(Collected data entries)
==================================================

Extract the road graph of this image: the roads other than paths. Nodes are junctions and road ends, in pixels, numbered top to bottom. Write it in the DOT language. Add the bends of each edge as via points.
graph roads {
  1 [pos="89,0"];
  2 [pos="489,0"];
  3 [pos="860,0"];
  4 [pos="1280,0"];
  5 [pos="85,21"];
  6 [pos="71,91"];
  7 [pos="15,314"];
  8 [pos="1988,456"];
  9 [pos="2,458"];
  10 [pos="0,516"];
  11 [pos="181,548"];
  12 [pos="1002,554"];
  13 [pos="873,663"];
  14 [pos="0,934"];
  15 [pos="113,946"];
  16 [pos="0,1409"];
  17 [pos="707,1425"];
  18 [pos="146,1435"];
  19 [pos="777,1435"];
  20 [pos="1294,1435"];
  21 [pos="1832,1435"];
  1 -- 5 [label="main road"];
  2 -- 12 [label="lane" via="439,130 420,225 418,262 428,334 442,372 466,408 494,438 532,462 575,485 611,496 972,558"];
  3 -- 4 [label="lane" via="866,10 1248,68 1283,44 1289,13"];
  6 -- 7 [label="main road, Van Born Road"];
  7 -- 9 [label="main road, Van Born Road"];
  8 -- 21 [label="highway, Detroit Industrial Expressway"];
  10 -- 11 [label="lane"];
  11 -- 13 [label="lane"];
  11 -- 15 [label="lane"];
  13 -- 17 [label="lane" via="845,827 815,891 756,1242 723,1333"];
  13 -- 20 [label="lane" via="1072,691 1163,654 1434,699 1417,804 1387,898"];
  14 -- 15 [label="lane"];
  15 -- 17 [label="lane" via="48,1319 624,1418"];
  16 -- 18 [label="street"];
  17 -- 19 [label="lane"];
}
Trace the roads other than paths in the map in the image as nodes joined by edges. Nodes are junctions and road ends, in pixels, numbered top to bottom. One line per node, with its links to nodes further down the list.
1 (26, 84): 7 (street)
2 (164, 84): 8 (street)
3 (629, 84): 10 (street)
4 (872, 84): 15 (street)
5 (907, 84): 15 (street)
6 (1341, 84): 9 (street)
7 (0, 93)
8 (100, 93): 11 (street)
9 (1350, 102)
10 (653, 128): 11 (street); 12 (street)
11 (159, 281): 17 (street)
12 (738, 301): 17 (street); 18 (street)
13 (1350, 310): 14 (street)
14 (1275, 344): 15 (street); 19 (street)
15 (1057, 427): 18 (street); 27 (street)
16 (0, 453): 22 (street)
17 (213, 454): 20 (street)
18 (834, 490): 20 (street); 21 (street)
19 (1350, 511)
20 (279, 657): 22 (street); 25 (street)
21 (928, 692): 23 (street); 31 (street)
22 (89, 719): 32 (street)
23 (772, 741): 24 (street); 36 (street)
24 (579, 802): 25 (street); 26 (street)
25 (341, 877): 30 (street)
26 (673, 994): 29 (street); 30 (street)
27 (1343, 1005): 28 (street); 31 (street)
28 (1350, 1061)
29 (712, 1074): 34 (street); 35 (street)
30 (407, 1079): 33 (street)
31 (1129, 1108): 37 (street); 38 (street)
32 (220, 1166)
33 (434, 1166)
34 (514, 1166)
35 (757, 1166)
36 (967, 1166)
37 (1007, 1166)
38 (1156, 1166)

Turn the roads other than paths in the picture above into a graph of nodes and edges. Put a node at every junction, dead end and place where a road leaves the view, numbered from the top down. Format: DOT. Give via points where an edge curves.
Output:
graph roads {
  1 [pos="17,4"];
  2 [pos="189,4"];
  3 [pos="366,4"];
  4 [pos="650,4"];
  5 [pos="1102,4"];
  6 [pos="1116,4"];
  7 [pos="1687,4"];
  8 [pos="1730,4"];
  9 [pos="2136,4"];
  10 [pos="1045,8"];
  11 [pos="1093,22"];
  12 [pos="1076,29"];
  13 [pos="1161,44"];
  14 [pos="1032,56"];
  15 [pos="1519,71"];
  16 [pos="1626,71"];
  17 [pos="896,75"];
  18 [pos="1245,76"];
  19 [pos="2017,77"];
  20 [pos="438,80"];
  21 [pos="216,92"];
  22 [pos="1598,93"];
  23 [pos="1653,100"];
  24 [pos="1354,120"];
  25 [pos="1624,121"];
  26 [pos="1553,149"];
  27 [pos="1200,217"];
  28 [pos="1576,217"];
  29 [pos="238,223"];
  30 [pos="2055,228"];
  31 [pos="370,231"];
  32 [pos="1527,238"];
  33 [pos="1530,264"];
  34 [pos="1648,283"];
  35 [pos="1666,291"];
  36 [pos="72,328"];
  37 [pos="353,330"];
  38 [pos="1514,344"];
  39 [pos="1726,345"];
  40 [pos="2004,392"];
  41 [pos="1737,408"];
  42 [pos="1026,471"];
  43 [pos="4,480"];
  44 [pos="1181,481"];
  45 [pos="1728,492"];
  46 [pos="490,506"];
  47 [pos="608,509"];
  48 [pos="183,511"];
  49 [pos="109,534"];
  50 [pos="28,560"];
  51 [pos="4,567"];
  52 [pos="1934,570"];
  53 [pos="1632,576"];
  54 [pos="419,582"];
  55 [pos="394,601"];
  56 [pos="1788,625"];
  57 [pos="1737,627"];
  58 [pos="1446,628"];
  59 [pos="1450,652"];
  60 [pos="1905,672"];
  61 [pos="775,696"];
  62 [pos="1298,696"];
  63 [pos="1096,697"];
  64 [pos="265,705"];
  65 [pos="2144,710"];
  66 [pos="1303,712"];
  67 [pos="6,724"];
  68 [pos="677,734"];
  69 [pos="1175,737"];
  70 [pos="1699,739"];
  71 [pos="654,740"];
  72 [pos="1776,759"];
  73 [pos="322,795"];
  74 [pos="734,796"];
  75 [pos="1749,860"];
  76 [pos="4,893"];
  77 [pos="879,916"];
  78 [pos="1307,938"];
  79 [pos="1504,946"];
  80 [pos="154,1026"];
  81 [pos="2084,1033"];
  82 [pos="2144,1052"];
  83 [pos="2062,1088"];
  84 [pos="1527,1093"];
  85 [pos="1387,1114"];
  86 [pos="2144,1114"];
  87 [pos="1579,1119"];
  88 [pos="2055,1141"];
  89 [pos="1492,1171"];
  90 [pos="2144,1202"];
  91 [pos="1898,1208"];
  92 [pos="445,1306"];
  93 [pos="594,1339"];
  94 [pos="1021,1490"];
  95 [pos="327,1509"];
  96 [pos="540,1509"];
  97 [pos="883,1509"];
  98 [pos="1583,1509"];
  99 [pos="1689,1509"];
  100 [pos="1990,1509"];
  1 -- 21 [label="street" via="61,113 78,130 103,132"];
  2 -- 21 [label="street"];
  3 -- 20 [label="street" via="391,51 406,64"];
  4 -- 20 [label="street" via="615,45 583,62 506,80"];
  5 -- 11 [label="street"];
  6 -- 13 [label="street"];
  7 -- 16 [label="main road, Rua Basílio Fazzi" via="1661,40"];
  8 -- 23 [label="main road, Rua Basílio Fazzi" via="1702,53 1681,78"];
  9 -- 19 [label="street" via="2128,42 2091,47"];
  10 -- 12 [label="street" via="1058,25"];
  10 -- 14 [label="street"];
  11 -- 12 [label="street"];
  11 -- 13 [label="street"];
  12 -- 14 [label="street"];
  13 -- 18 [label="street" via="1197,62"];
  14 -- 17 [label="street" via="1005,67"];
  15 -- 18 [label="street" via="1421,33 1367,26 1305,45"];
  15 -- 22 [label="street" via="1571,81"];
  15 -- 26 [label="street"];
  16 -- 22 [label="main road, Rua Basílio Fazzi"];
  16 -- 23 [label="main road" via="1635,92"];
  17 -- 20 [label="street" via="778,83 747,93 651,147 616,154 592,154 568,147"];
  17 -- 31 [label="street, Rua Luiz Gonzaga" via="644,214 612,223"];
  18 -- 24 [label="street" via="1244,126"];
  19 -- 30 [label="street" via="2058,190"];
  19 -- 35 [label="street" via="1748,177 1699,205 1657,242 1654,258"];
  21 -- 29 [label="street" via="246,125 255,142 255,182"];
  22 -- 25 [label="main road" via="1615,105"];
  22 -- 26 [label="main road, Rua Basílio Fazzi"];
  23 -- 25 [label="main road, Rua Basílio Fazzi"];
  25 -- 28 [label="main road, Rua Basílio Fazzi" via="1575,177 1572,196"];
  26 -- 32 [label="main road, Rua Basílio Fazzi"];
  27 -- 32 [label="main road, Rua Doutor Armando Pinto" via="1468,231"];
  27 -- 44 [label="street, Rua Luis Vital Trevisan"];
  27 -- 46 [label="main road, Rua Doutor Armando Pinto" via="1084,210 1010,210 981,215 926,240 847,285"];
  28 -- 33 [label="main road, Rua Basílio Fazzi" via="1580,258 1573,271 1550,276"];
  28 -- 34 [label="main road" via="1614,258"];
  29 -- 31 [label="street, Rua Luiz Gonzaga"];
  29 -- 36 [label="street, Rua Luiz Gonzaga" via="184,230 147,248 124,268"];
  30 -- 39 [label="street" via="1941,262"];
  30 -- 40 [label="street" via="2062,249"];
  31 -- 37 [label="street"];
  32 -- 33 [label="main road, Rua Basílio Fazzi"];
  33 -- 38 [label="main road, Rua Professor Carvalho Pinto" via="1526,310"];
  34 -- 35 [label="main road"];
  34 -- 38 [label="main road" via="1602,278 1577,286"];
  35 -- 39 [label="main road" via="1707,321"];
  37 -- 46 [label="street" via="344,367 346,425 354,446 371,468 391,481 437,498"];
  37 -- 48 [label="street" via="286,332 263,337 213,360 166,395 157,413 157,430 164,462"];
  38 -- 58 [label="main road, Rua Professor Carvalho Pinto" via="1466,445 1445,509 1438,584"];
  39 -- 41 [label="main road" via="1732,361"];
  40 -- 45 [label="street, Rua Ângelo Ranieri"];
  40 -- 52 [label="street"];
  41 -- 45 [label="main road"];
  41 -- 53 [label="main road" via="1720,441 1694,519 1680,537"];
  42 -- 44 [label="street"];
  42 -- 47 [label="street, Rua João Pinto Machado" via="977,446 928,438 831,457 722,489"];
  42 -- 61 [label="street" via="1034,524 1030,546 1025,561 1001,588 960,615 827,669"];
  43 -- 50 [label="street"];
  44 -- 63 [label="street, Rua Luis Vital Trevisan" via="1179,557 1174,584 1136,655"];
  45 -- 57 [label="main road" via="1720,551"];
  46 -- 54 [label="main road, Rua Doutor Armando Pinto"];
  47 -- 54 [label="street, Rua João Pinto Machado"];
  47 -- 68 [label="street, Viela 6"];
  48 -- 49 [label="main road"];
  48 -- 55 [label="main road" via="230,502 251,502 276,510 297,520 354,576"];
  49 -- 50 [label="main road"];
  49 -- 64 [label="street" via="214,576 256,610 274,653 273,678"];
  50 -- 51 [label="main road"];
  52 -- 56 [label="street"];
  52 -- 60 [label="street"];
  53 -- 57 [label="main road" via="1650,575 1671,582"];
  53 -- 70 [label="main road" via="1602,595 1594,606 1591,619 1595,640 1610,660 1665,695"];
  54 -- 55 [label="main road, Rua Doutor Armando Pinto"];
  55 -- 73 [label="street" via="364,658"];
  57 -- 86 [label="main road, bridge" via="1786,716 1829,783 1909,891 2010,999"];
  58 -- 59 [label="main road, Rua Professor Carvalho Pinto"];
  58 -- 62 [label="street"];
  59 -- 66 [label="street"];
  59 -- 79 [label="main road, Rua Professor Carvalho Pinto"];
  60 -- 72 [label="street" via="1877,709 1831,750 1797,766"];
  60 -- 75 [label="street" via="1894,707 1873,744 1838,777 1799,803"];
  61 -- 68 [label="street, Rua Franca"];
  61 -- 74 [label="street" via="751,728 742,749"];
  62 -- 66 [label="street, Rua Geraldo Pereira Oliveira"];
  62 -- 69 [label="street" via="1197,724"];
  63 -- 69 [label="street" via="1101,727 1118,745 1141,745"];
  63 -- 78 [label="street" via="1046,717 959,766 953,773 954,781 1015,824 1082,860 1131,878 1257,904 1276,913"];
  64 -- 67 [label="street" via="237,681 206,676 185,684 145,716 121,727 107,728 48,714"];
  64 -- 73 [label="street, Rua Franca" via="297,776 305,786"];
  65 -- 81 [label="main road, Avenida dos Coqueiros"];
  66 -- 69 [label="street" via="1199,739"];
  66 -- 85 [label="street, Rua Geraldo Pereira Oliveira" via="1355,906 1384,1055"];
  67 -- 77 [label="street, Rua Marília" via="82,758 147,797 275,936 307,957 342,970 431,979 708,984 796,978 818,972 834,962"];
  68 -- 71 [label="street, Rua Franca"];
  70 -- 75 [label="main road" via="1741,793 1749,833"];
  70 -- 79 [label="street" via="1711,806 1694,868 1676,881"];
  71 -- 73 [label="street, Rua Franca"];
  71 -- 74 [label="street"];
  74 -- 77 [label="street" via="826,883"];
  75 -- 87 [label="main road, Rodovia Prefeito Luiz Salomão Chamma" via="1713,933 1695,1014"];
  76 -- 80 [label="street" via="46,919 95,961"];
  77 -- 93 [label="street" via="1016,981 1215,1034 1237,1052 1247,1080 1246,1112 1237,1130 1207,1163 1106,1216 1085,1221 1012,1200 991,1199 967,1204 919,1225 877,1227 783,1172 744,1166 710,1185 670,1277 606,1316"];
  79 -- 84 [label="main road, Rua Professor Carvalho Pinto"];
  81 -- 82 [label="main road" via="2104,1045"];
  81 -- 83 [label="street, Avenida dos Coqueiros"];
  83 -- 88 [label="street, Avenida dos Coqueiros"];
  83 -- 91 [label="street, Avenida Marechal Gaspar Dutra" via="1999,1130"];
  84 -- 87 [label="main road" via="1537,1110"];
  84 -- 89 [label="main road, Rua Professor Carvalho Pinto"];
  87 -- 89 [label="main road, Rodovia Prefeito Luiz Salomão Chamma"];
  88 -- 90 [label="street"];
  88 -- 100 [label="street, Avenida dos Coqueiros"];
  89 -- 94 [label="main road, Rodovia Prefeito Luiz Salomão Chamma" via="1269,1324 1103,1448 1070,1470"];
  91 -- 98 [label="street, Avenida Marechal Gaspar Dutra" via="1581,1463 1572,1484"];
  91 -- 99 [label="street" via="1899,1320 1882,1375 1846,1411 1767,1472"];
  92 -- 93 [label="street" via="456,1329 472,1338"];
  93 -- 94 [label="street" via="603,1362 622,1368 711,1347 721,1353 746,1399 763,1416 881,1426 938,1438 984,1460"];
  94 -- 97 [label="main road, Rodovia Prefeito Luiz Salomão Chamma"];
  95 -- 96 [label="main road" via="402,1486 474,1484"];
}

==================================================

● **PROBLEM TO WORK ON**:
Identify each line in the entries with the word "Basílio" and copy it.

● **ANSWER FOR THIS EXERCISE**:
  7 -- 16 [label="main road, Rua Basílio Fazzi" via="1661,40"];
  8 -- 23 [label="main road, Rua Basílio Fazzi" via="1702,53 1681,78"];
  16 -- 22 [label="main road, Rua Basílio Fazzi"];
  22 -- 26 [label="main road, Rua Basílio Fazzi"];
  23 -- 25 [label="main road, Rua Basílio Fazzi"];
  25 -- 28 [label="main road, Rua Basílio Fazzi" via="1575,177 1572,196"];
  26 -- 32 [label="main road, Rua Basílio Fazzi"];
  28 -- 33 [label="main road, Rua Basílio Fazzi" via="1580,258 1573,271 1550,276"];
  32 -- 33 [label="main road, Rua Basílio Fazzi"];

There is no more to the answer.